Он собрал в кучу негодные приглашения, играючи поднял гору картона, и Лиз заметила, как под пиджаком вздулись крепкие мышцы.
— На сегодня все. Спасибо тебе, Рик.
Закрыв дверь, она подумала, что переживающий за дело Рик — очень привлекательный мужчина. Но он не идет ни в какое сравнение с Аланом.
С Аланом вообще никто не может сравниться.
Марианна Ван Камп о мужчинах не думала. Да и обстановка в ее квартирке с голыми стенами была далеко не элегантной. Последние три года она изо всех сил старалась жить на те крохи, которые удавалось зарабатывать искусством. Решившиеся на такой подвиг художники обычно голодали в мансардах или бежали на Таити.
Расхаживая по тесной мастерской, Марианна глядела битый час на чистый холст, который доказывал ее неспособность создать нечто стоящее. Пережитые невзгоды и лишения нисколько не возвысили ее искусство. Какая же она кляча! Чертовски трудно сосредоточиться на живописи, когда нужно постоянно волноваться о том, как оплатить счета и не остаться голодной. Зажмурившись, она ждала, когда же наконец снизойдет вдохновение.
Когда Марианна приехала в Феникс и собралась рисовать пейзажи, выяснилось, что ей больше известно, как выглядит интерьер бара, чем выжженное солнцем плоскогорье или притаившийся в красных скалах каньон. Тогда она стала копировать фотографии из «Аризона Хайуэйз». Но когда она пыталась сбыть эти пейзажи на любительской выставке, кто-то сказал ей, что фотографии в журналах защищены авторским правом и копировать их противозаконно.
Марианне совсем не улыбалось в довершение всех бед иметь дело с парнями в синей форме, и пришлось снова перекроить скудный бюджет. Каждый месяц один уик-энд она посвящала разъездам по Аризоне. После возвращения домой стоило ей закрыть глаза, как в голове возникали картины увиденных пейзажей. Оставался пустяк — перенести их на холст.
Но не сегодня.
Ее все время преследовал страх, что в один прекрасный момент вдохновение уйдет навсегда. И, кажется, именно сегодня этот момент наступил. Девушка зажмурилась, сморщила вздернутый нос и сжала полные губы. Проклятие! В голове не было ничего, как на набережной Рио-Гранде, выметенной дворником-эмигрантом. Марианна запаниковала. Вдруг она потеряла способность рисовать?

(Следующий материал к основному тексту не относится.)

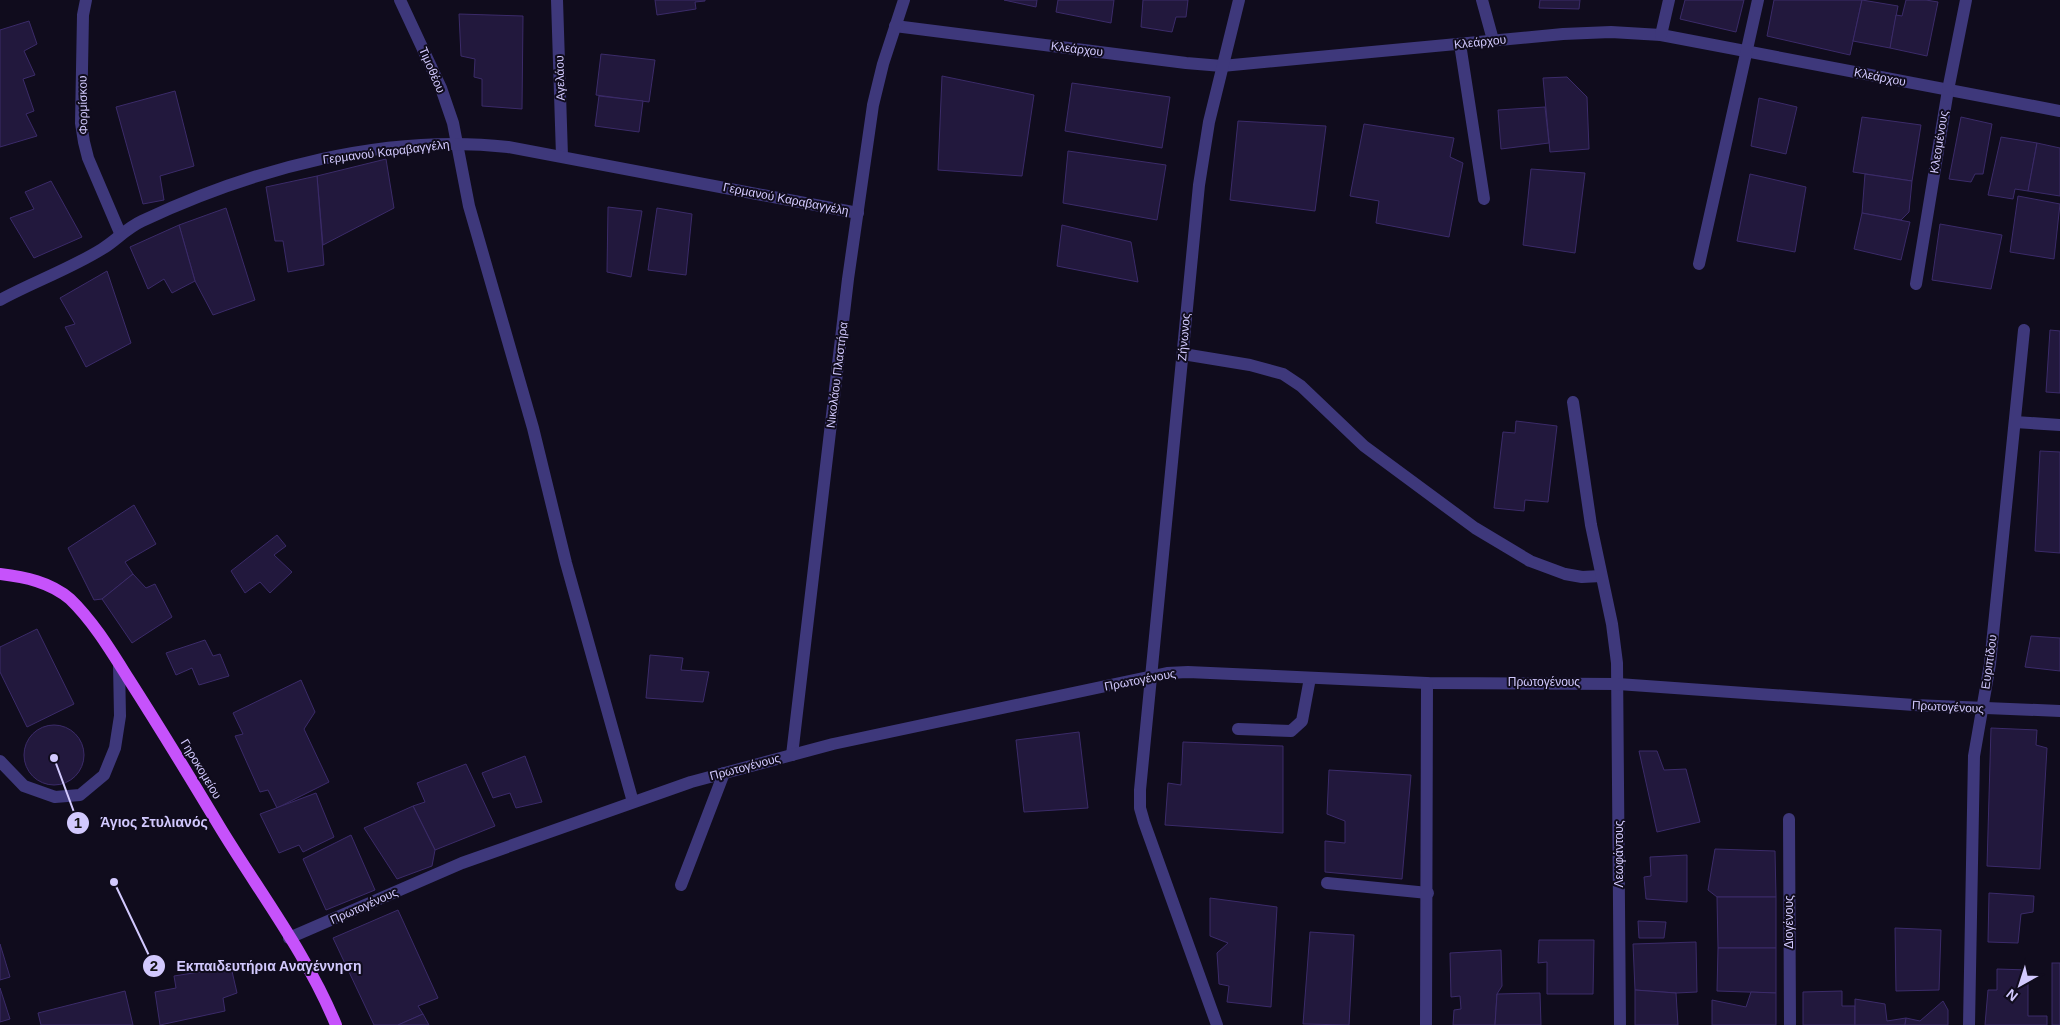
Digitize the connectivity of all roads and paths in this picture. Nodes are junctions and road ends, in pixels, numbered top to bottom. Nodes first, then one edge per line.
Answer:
1 (86, 0) edge
2 (400, 0) edge
3 (557, 0) edge
4 (904, 0) edge
5 (1239, 0) edge
6 (1482, 0) edge
7 (1669, 0) edge
8 (1758, 0) edge
9 (1966, 0) edge
10 (895, 26) junction
11 (1661, 35) junction
12 (1492, 40) junction
13 (1460, 44) junction
14 (1746, 52) junction
15 (1222, 66) junction
16 (1948, 90) junction
17 (2060, 111) edge
18 (458, 143) junction
19 (562, 156) junction
20 (1484, 199) dead end
21 (858, 213) junction
22 (120, 233) junction
23 (1699, 264) dead end
24 (1916, 284) dead end
25 (0, 300) edge
26 (2024, 330) dead end
27 (1183, 354) junction
28 (1573, 402) dead end
29 (2015, 422) junction
30 (2060, 425) edge
31 (0, 574) edge
32 (1601, 576) junction
33 (119, 664) junction
34 (1150, 677) junction
35 (1310, 678) junction
36 (1428, 682) junction
37 (1618, 684) junction
38 (1982, 708) junction
39 (2060, 711) edge
40 (1238, 729) dead end
41 (792, 755) junction
42 (0, 761) edge
43 (724, 773) junction
44 (633, 802) junction
45 (1789, 819) dead end
46 (1327, 883) dead end
47 (681, 885) dead end
48 (1428, 893) junction
49 (289, 938) junction
50 (336, 1025) edge
51 (1217, 1025) edge
52 (1426, 1025) edge
53 (1620, 1025) edge
54 (1790, 1025) edge
55 (1969, 1025) edge

1 - 22 street, Φορμίσκου
2 - 18 street, Τιμοθέου
3 - 19 street, Αγελάου
4 - 10 street, Νικολάου Πλαστήρα
5 - 15 street, Ζήνωνος
6 - 12 street
7 - 11 street
8 - 14 street
9 - 16 street, Κλεομένους
10 - 15 street, Κλεάρχου
10 - 21 street, Νικολάου Πλαστήρα
11 - 12 street, Κλεάρχου
11 - 14 street, Κλεάρχου
12 - 13 street, Κλεάρχου
13 - 15 street, Κλεάρχου
13 - 20 street
14 - 16 street, Κλεάρχου
14 - 23 street
15 - 27 street, Ζήνωνος
16 - 17 street, Κλεάρχου
16 - 24 street, Κλεομένους
18 - 19 street, Γερμανού Καραβαγγέλη
18 - 22 street, Γερμανού Καραβαγγέλη
18 - 44 street, Τιμοθέου
19 - 21 street, Γερμανού Καραβαγγέλη
21 - 41 street, Νικολάου Πλαστήρα
22 - 25 street, Γερμανού Καραβαγγέλη
26 - 29 street, Ευριπίδου
27 - 32 street
27 - 34 street, Ζήνωνος
28 - 32 street, Λεωφάντους
29 - 30 street
29 - 38 street, Ευριπίδου
31 - 33 main road, Γηροκομείου
32 - 37 street, Λεωφάντους
33 - 42 street
33 - 49 main road, Γηροκομείου
34 - 35 street, Πρωτογένους
34 - 41 street, Πρωτογένους
34 - 51 street, Ζήνωνος
35 - 36 street, Πρωτογένους
35 - 40 street
36 - 37 street, Πρωτογένους
36 - 48 street
37 - 38 street, Πρωτογένους
37 - 53 street, Λεωφάντους
38 - 39 street, Πρωτογένους
38 - 55 street, Ευριπίδου
41 - 43 street, Πρωτογένους
43 - 44 street, Πρωτογένους
43 - 47 street
44 - 49 street, Πρωτογένους
45 - 54 street, Διογένους
46 - 48 street
48 - 52 street
49 - 50 main road, Γηροκομείου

— Встряхнись! — приказала она себе, и ее глуховатый голос заполнил крохотную спальню, служившую одновременно мастерской.
Круто повернувшись, она пошла в ванную, ополоснула лицо холодной водой, стараясь не замочить искусственные ресницы, прошлась расческой по золотисто-платиновым кудрям. Такой цвет волос встречается очень редко, да и то только у детей. Но химия всемогуща. Однажды Марианна попыталась тем же раствором покрасить волосы на лобке. Дело кончилось визитом к гинекологу, болью, стыдом и изрядной суммой за визит. Она поежилась.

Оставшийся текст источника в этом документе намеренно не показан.